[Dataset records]
╭──
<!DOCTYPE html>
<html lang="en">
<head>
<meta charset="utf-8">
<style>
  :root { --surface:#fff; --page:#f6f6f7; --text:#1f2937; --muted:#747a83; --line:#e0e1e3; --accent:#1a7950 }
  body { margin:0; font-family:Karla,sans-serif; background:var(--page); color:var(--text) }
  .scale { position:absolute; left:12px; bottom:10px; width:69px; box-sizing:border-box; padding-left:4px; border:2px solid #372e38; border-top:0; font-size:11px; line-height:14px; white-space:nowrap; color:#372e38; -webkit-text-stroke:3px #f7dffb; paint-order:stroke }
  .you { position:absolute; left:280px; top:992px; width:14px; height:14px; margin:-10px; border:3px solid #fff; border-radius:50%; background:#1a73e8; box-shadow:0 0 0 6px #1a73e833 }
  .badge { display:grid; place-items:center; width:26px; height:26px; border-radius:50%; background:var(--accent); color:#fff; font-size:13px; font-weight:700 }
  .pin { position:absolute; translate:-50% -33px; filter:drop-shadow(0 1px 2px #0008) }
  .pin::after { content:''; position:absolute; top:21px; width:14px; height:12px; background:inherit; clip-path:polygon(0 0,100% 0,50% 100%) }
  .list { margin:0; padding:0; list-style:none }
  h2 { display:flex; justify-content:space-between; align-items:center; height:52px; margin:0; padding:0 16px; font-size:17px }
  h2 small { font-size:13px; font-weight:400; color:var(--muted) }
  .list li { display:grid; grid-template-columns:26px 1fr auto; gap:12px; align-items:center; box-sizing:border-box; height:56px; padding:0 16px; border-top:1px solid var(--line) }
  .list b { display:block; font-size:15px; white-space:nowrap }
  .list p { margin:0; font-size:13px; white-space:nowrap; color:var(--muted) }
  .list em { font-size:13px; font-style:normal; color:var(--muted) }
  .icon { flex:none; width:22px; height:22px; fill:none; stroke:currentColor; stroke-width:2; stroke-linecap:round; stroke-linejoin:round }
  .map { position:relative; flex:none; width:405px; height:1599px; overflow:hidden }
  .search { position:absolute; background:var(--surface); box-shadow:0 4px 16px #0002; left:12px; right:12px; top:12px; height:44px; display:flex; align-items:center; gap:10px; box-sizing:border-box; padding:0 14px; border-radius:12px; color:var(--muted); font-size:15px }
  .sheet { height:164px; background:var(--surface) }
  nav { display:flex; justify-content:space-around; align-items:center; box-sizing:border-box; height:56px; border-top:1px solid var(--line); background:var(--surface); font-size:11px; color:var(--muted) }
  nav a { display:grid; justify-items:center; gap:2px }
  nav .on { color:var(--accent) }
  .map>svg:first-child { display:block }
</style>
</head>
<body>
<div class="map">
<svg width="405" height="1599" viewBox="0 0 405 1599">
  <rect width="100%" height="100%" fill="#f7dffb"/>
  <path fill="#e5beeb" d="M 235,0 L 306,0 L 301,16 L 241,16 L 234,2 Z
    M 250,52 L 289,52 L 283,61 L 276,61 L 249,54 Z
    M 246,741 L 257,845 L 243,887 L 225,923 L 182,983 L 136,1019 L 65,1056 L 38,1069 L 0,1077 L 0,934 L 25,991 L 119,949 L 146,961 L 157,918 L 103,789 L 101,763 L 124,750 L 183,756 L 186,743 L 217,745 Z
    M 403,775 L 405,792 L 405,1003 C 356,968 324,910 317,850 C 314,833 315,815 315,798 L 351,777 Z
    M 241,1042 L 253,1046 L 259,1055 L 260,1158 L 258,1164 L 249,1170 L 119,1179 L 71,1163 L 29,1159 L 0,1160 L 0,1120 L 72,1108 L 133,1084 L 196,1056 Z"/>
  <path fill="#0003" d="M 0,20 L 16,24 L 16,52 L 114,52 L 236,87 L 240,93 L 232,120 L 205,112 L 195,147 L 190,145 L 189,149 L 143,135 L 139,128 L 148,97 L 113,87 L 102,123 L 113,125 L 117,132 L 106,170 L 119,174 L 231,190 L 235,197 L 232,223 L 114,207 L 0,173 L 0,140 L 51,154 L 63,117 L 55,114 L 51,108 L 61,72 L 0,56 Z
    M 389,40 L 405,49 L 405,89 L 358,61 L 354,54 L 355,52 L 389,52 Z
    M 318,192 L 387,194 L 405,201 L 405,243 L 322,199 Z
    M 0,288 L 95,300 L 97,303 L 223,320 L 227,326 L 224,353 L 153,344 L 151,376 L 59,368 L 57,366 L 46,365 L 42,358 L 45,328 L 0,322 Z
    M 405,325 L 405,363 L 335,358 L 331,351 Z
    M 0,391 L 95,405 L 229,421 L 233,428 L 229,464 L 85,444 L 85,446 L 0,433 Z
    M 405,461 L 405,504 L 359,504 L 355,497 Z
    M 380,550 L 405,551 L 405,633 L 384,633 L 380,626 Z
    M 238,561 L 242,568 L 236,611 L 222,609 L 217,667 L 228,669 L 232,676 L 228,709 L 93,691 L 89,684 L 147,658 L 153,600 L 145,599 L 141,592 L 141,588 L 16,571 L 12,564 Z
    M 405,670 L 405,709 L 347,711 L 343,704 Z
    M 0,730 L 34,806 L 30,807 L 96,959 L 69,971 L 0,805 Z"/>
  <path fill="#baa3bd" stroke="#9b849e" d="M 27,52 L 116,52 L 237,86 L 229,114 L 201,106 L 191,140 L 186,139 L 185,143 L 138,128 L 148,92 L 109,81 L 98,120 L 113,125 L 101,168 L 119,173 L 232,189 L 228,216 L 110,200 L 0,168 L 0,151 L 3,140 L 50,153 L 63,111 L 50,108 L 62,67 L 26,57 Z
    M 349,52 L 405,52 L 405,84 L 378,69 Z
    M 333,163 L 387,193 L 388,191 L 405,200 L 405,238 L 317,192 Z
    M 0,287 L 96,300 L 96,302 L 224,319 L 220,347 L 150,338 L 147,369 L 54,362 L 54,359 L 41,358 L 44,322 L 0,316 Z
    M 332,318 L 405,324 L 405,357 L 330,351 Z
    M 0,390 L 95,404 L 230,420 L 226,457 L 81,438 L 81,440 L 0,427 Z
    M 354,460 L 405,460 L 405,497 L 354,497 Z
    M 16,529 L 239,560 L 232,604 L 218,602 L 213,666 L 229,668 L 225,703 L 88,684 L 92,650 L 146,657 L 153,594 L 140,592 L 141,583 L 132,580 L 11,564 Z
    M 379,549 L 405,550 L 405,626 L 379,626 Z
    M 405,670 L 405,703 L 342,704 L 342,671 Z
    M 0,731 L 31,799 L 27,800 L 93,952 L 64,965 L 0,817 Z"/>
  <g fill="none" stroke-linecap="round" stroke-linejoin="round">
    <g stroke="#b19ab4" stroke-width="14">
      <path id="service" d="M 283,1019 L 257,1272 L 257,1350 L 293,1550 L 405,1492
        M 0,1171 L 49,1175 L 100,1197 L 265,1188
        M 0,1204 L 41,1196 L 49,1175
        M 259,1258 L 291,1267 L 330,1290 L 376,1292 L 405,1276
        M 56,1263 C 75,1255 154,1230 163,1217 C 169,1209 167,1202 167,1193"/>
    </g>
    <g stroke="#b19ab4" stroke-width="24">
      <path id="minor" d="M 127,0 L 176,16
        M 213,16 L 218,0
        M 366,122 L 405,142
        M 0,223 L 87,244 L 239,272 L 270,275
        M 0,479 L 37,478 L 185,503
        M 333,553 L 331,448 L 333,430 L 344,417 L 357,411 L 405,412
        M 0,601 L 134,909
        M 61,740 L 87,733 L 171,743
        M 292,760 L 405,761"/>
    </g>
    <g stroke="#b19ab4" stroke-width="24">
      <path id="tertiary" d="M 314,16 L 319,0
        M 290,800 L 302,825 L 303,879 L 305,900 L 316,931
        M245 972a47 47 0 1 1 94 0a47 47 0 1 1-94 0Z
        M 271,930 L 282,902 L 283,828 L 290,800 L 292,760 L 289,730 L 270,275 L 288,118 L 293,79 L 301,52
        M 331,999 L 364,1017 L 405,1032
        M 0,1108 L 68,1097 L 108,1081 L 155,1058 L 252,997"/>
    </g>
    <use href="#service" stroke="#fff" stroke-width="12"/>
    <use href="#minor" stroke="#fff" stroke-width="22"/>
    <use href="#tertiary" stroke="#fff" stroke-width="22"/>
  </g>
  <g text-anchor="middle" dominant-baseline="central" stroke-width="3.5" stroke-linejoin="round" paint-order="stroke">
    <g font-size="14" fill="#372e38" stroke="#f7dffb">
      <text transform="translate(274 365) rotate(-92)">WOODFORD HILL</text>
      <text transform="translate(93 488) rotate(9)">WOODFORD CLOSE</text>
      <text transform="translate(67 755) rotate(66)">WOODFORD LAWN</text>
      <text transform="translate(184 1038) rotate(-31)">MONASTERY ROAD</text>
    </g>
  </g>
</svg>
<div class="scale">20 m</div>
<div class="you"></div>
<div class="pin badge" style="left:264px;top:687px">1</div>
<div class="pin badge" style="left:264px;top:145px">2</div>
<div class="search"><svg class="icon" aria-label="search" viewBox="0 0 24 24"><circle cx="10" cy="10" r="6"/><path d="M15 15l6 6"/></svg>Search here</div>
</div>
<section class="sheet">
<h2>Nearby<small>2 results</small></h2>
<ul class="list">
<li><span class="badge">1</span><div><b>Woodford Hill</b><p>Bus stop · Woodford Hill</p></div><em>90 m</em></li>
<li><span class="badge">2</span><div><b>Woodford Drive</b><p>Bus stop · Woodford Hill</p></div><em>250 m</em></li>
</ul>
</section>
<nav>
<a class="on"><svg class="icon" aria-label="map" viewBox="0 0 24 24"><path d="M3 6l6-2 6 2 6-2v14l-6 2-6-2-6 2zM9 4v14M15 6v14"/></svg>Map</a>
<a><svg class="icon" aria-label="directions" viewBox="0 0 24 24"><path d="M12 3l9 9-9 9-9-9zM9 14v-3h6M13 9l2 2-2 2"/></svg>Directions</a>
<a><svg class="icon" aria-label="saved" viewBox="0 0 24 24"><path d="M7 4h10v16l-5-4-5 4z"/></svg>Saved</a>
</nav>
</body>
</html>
╰──
• Task objective: From the records above, copy out the line with "Woodford Hill</p></div><em>90 m</em></li>", the line with "6 2 6-2v14l-6", and every line between them, word for word.

• Final answer:
<li><span class="badge">1</span><div><b>Woodford Hill</b><p>Bus stop · Woodford Hill</p></div><em>90 m</em></li>
<li><span class="badge">2</span><div><b>Woodford Drive</b><p>Bus stop · Woodford Hill</p></div><em>250 m</em></li>
</ul>
</section>
<nav>
<a class="on"><svg class="icon" aria-label="map" viewBox="0 0 24 24"><path d="M3 6l6-2 6 2 6-2v14l-6 2-6-2-6 2zM9 4v14M15 6v14"/></svg>Map</a>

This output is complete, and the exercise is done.